+++ Source material
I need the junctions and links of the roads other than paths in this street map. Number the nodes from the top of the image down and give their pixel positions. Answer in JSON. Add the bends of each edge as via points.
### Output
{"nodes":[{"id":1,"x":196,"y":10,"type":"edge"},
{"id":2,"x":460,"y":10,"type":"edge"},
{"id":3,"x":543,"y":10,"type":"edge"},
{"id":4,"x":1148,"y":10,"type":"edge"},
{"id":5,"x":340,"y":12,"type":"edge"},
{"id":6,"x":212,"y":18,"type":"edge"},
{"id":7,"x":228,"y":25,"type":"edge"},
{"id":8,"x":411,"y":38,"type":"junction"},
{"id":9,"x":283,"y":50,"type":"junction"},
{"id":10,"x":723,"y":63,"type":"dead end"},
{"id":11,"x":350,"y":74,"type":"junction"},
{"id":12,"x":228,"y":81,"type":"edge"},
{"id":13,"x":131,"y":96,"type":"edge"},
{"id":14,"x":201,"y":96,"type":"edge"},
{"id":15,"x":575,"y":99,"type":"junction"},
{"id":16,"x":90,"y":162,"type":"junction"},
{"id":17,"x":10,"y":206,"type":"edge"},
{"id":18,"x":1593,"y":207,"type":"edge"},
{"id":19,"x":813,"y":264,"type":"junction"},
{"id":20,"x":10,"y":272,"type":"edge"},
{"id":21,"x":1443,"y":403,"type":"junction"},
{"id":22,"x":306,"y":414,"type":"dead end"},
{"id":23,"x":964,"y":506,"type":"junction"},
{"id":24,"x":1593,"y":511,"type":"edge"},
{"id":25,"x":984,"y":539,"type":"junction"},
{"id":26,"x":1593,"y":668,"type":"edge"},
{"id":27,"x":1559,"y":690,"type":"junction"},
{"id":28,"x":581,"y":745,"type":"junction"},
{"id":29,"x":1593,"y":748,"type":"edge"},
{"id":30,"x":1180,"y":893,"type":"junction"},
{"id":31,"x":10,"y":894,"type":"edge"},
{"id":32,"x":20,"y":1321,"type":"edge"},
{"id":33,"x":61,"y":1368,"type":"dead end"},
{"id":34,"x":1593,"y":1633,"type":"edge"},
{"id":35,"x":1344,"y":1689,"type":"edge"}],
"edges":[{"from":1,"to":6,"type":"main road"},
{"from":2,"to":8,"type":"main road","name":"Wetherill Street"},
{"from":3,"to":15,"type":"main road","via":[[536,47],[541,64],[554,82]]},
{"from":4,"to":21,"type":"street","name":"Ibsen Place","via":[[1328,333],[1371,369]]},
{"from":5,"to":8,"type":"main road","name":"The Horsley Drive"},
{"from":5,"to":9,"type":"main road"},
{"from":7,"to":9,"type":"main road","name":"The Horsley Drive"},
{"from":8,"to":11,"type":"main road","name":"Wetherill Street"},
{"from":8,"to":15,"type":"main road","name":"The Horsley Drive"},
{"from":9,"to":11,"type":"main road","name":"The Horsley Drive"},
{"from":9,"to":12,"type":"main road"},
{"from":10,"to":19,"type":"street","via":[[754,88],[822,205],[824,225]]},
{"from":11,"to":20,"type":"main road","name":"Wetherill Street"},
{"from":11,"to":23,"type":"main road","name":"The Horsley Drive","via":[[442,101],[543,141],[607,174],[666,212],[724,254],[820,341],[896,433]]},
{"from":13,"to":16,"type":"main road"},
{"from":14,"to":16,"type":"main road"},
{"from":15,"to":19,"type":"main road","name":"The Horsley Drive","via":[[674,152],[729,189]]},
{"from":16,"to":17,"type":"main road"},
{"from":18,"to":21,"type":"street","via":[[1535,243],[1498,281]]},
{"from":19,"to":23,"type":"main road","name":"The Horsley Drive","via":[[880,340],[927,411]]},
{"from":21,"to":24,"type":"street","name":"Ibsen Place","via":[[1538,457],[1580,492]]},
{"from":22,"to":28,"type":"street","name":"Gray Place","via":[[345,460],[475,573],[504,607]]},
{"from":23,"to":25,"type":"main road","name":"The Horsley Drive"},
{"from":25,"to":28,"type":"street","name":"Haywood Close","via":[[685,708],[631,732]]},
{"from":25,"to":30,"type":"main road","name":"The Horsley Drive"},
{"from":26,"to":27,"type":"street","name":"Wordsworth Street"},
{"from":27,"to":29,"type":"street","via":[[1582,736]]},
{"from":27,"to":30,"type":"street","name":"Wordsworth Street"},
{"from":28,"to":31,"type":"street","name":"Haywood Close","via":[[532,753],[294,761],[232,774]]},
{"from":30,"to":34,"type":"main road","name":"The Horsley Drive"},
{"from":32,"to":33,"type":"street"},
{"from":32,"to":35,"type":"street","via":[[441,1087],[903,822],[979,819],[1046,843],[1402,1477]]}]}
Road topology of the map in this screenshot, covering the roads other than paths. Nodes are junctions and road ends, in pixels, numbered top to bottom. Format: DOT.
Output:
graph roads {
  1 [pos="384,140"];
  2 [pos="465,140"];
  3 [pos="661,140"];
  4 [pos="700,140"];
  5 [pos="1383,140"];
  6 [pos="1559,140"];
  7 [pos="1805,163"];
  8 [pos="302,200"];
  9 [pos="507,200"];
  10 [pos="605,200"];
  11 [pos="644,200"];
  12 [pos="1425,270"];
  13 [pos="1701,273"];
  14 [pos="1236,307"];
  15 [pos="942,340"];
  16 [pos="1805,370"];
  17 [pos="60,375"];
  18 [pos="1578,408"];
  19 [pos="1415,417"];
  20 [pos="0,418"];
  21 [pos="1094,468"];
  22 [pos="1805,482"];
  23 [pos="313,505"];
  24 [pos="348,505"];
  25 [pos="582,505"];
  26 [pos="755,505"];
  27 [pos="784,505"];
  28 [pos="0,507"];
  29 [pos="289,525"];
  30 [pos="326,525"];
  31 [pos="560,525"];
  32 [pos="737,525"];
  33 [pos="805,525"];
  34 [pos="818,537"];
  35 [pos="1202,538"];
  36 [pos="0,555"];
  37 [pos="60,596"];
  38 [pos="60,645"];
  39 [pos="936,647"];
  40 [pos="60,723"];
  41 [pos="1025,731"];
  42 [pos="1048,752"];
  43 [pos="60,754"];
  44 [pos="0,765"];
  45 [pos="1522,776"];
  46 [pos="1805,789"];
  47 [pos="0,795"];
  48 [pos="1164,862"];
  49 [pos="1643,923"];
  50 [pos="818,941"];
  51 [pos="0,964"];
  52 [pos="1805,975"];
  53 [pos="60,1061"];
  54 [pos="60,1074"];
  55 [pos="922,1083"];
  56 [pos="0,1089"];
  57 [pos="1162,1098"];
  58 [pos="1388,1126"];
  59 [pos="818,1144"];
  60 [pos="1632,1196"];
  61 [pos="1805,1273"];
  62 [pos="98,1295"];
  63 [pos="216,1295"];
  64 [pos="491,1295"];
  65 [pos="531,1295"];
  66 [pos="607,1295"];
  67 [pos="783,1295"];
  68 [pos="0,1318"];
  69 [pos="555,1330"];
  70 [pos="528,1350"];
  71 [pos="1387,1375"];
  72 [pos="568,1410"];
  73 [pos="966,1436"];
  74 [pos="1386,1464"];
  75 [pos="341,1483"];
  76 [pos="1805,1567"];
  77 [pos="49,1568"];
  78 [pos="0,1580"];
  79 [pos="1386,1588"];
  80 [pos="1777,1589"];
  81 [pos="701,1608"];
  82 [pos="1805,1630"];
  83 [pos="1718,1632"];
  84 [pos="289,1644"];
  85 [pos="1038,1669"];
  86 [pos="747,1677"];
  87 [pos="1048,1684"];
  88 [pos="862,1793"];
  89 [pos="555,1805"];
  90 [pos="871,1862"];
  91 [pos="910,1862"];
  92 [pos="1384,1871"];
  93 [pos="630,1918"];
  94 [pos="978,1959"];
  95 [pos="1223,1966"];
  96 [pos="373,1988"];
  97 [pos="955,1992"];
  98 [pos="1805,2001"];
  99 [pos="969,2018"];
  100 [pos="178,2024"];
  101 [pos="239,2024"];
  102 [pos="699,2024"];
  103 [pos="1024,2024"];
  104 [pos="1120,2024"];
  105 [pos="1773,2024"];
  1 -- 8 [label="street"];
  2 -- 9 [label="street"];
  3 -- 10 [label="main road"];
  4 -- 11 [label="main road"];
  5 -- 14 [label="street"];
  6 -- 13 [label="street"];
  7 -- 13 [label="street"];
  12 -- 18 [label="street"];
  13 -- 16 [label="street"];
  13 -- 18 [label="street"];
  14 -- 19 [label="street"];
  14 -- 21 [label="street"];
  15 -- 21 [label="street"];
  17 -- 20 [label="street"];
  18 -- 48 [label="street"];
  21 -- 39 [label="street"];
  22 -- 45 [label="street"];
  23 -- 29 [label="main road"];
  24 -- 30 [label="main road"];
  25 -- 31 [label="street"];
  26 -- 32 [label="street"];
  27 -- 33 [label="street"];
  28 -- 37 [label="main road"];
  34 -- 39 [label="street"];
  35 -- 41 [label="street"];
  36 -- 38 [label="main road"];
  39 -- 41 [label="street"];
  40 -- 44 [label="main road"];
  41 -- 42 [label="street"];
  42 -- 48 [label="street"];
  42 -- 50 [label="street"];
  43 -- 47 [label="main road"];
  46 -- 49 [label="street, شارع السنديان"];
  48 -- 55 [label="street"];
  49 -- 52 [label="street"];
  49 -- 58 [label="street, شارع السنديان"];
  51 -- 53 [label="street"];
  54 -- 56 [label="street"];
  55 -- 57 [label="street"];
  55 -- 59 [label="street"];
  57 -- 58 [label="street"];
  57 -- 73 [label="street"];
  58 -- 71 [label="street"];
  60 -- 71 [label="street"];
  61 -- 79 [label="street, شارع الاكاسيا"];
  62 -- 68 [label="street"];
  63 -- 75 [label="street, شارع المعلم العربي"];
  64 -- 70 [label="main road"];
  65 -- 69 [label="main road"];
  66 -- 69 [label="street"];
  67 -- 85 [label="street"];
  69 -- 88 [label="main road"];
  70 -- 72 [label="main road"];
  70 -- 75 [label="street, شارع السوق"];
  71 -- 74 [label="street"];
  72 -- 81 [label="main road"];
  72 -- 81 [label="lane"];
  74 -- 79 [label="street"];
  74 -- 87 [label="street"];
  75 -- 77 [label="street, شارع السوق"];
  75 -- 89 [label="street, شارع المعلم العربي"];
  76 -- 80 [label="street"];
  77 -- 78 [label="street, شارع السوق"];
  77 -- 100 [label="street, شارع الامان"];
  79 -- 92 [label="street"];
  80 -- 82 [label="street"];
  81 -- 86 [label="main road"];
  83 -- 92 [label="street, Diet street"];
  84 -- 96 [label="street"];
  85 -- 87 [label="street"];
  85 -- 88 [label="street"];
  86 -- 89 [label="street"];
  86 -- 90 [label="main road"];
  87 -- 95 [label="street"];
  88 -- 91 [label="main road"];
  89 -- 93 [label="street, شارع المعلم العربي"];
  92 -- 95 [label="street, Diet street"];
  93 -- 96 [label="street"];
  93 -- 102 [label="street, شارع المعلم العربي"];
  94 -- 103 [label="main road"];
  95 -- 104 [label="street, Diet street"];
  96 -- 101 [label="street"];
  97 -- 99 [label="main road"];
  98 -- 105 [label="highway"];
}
++++++
Task objective:
Scan the entries above for lines with "dead" in them, then report how many there are as a plain number.

Problem solution:
3